_How to complete this task_
The required output consists solely of the lines from the line containing "Please list the" through the end of the records, copied exactly.

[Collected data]
————————

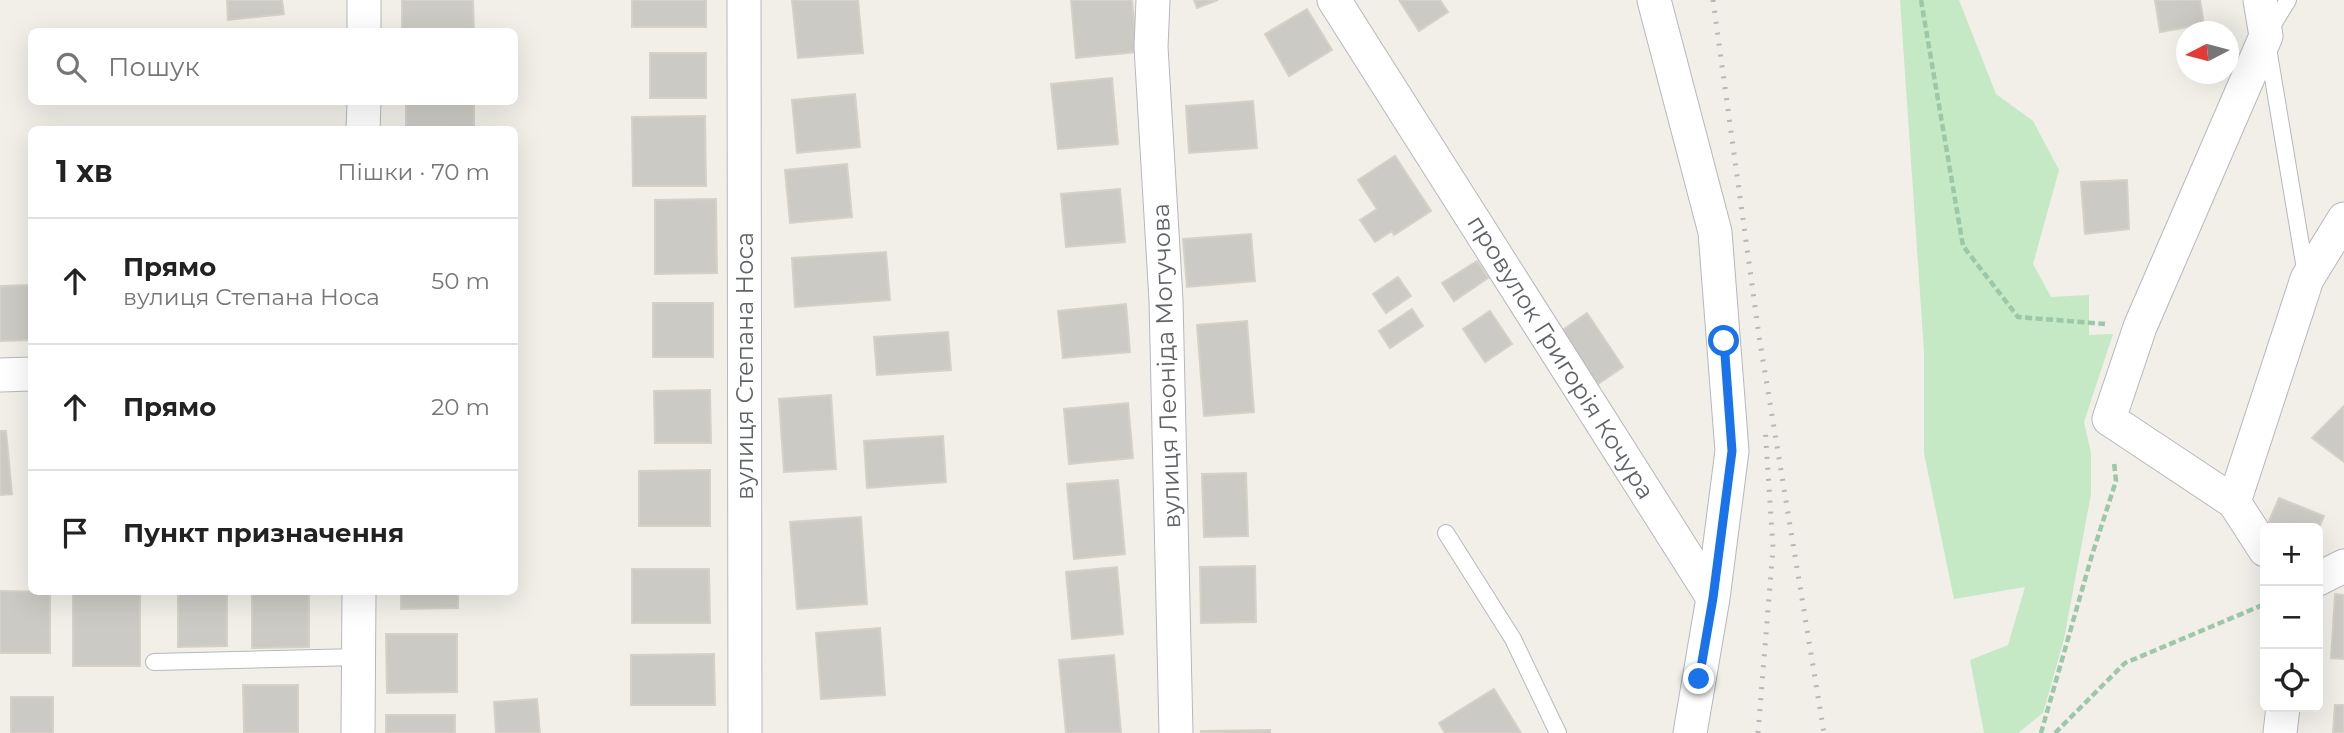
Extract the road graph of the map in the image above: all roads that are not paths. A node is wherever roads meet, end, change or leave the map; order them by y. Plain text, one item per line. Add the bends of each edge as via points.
1 (364, 0) edge
2 (744, 0) edge
3 (1153, 0) edge
4 (1334, 0) edge
5 (1654, 0) edge
6 (2260, 0) edge
7 (2288, 0) edge
8 (364, 28) edge
9 (2266, 36) junction
10 (363, 105) edge
11 (363, 126) edge
12 (2344, 219) edge
13 (2307, 279) junction
14 (28, 374) edge
15 (0, 375) edge
16 (2234, 502) junction
17 (1446, 533) dead end
18 (2260, 542) edge
19 (2344, 566) edge
20 (2323, 576) edge
21 (359, 595) edge
22 (1713, 598) junction
23 (359, 657) junction
24 (155, 662) dead end
25 (2282, 712) edge
26 (358, 733) edge
27 (745, 733) edge
28 (1176, 733) edge
29 (1558, 733) edge
30 (1689, 733) edge
31 (2280, 733) edge

1 - 8 street
2 - 27 street, вулиця Степана Носа
3 - 28 street, вулиця Леоніда Могучова via 1151,47 1166,300
4 - 22 street, провулок Григорія Кочура
5 - 22 street via 1715,232 1732,451
6 - 9 street
7 - 9 lane
9 - 13 lane
9 - 16 street via 2140,327 2109,419
10 - 11 street
12 - 13 street
13 - 16 street
14 - 15 street
16 - 18 street
17 - 29 lane via 1513,639
19 - 20 street
21 - 23 street
22 - 30 street
23 - 24 lane
23 - 26 street
25 - 31 street

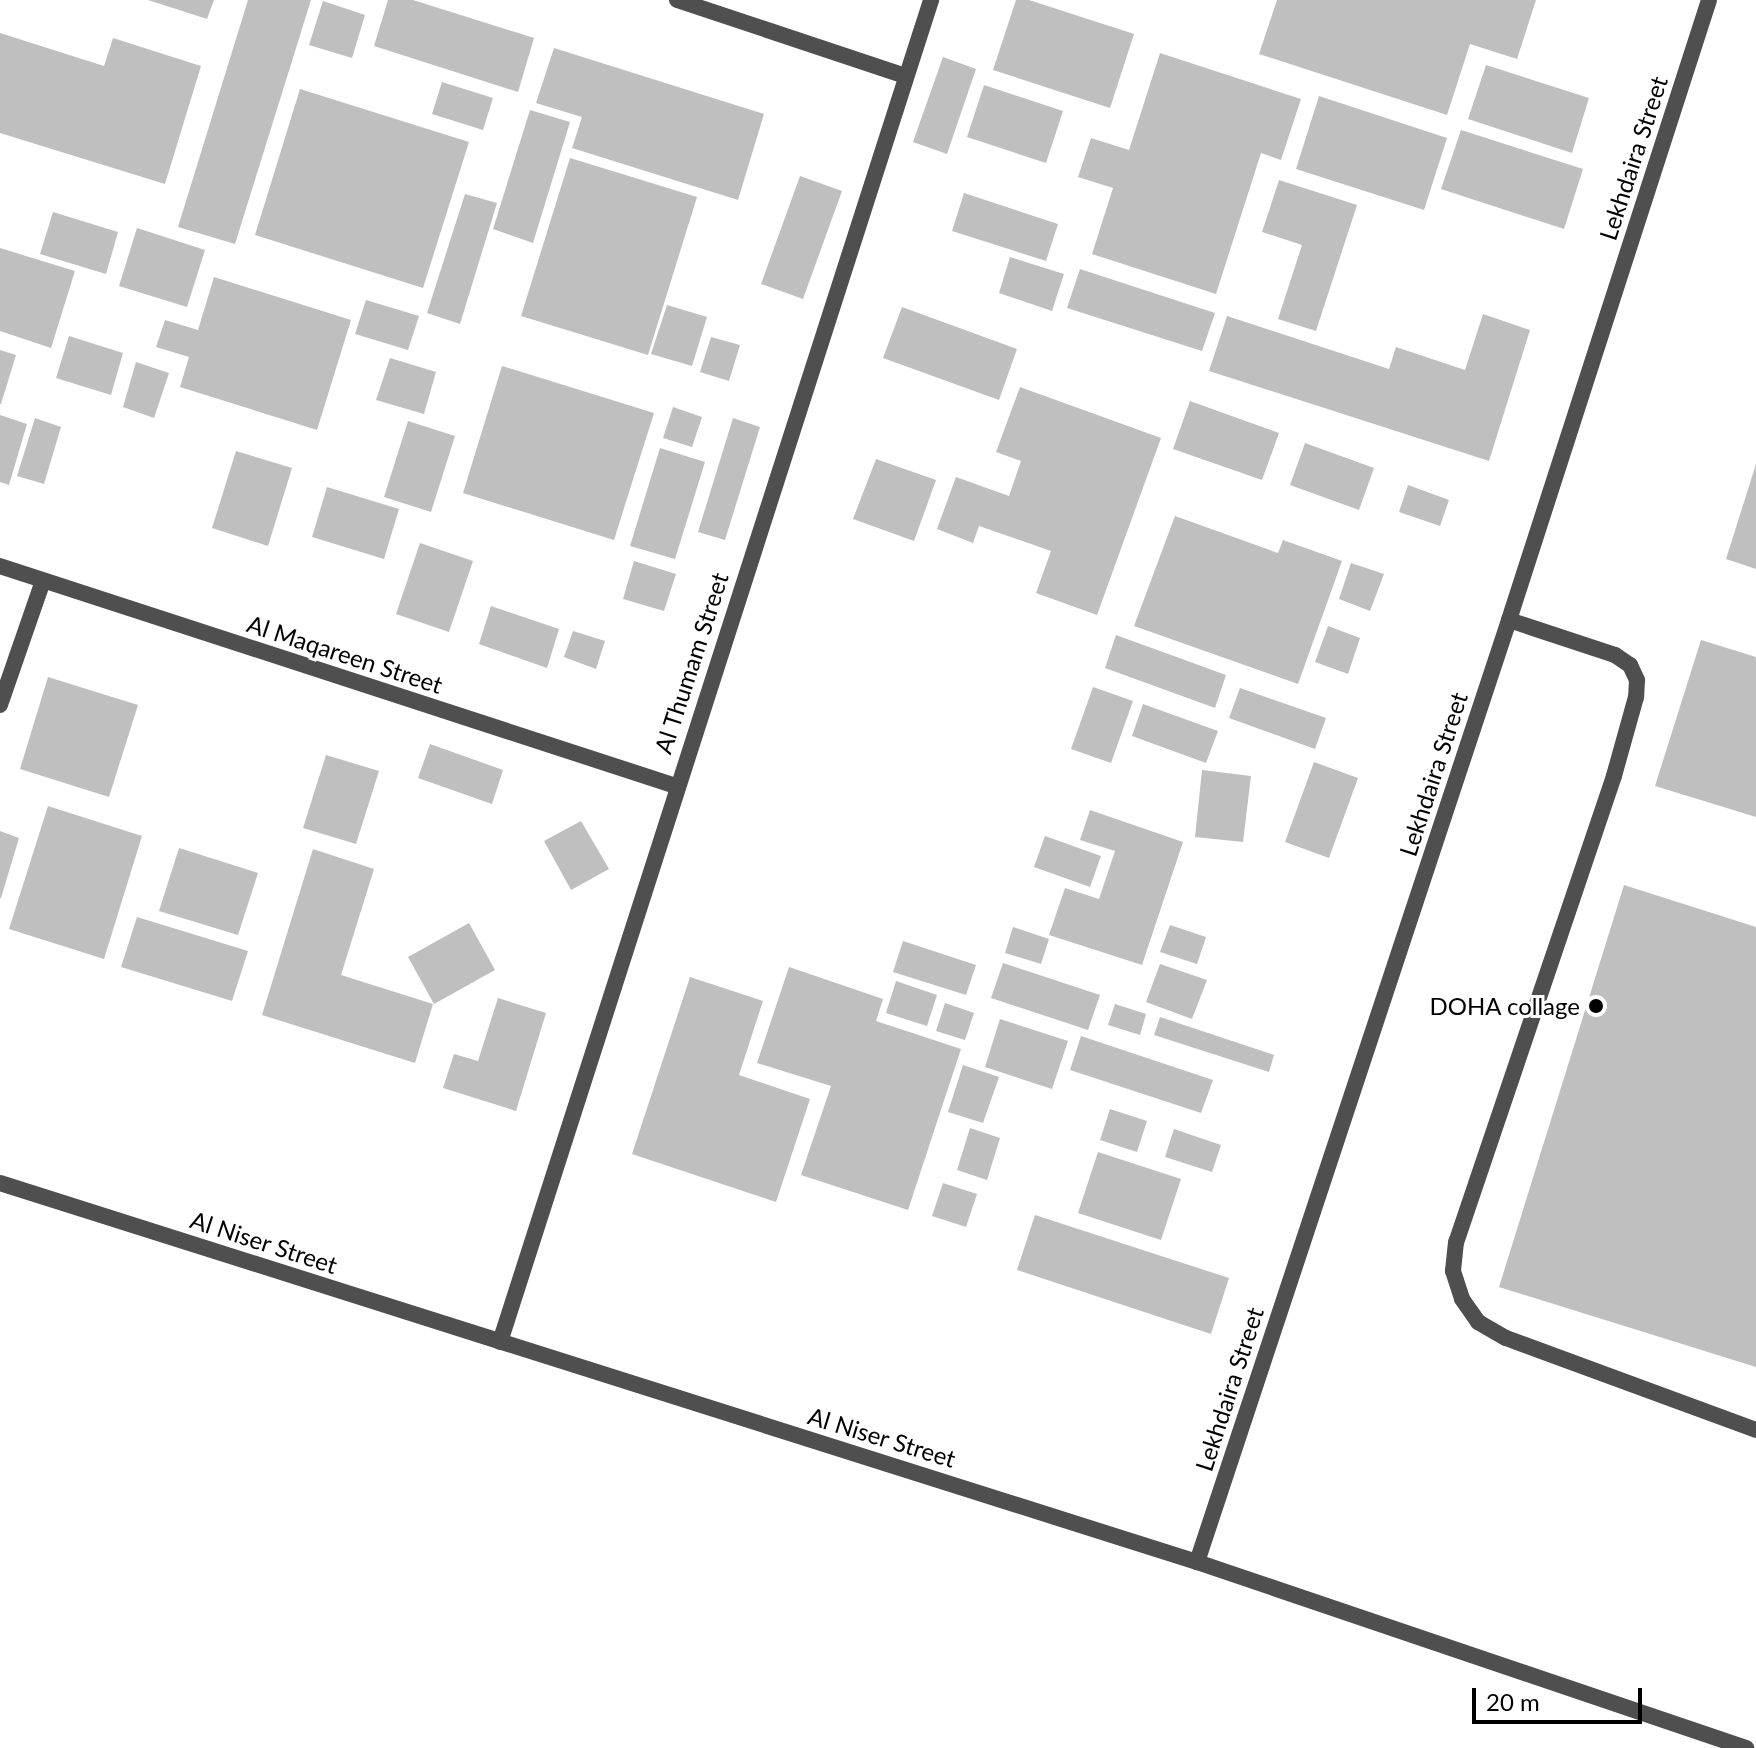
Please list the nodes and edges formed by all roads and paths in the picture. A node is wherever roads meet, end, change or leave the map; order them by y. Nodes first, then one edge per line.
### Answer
1 (677, 0) edge
2 (931, 0) edge
3 (1709, 0) edge
4 (906, 76) junction
5 (0, 566) edge
6 (43, 581) junction
7 (1509, 620) junction
8 (0, 705) edge
9 (676, 786) junction
10 (0, 1183) edge
11 (500, 1342) junction
12 (1756, 1430) edge
13 (1197, 1562) junction
14 (1746, 1748) edge

1 - 4 street
2 - 4 street, Al Thumam Street
3 - 7 street, Lekhdaira Street
4 - 9 street, Al Thumam Street
5 - 6 street, Al Maqareen Street
6 - 8 street
6 - 9 street, Al Maqareen Street
7 - 12 street
7 - 13 street, Lekhdaira Street
9 - 11 street, Al Thumam Street
10 - 11 street, Al Niser Street
11 - 13 street, Al Niser Street
13 - 14 street, Al Niser Street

————————

_Exercise solution_
Please list the nodes and edges formed by all roads and paths in the picture. A node is wherever roads meet, end, change or leave the map; order them by y. Nodes first, then one edge per line.
### Answer
1 (677, 0) edge
2 (931, 0) edge
3 (1709, 0) edge
4 (906, 76) junction
5 (0, 566) edge
6 (43, 581) junction
7 (1509, 620) junction
8 (0, 705) edge
9 (676, 786) junction
10 (0, 1183) edge
11 (500, 1342) junction
12 (1756, 1430) edge
13 (1197, 1562) junction
14 (1746, 1748) edge

1 - 4 street
2 - 4 street, Al Thumam Street
3 - 7 street, Lekhdaira Street
4 - 9 street, Al Thumam Street
5 - 6 street, Al Maqareen Street
6 - 8 street
6 - 9 street, Al Maqareen Street
7 - 12 street
7 - 13 street, Lekhdaira Street
9 - 11 street, Al Thumam Street
10 - 11 street, Al Niser Street
11 - 13 street, Al Niser Street
13 - 14 street, Al Niser Street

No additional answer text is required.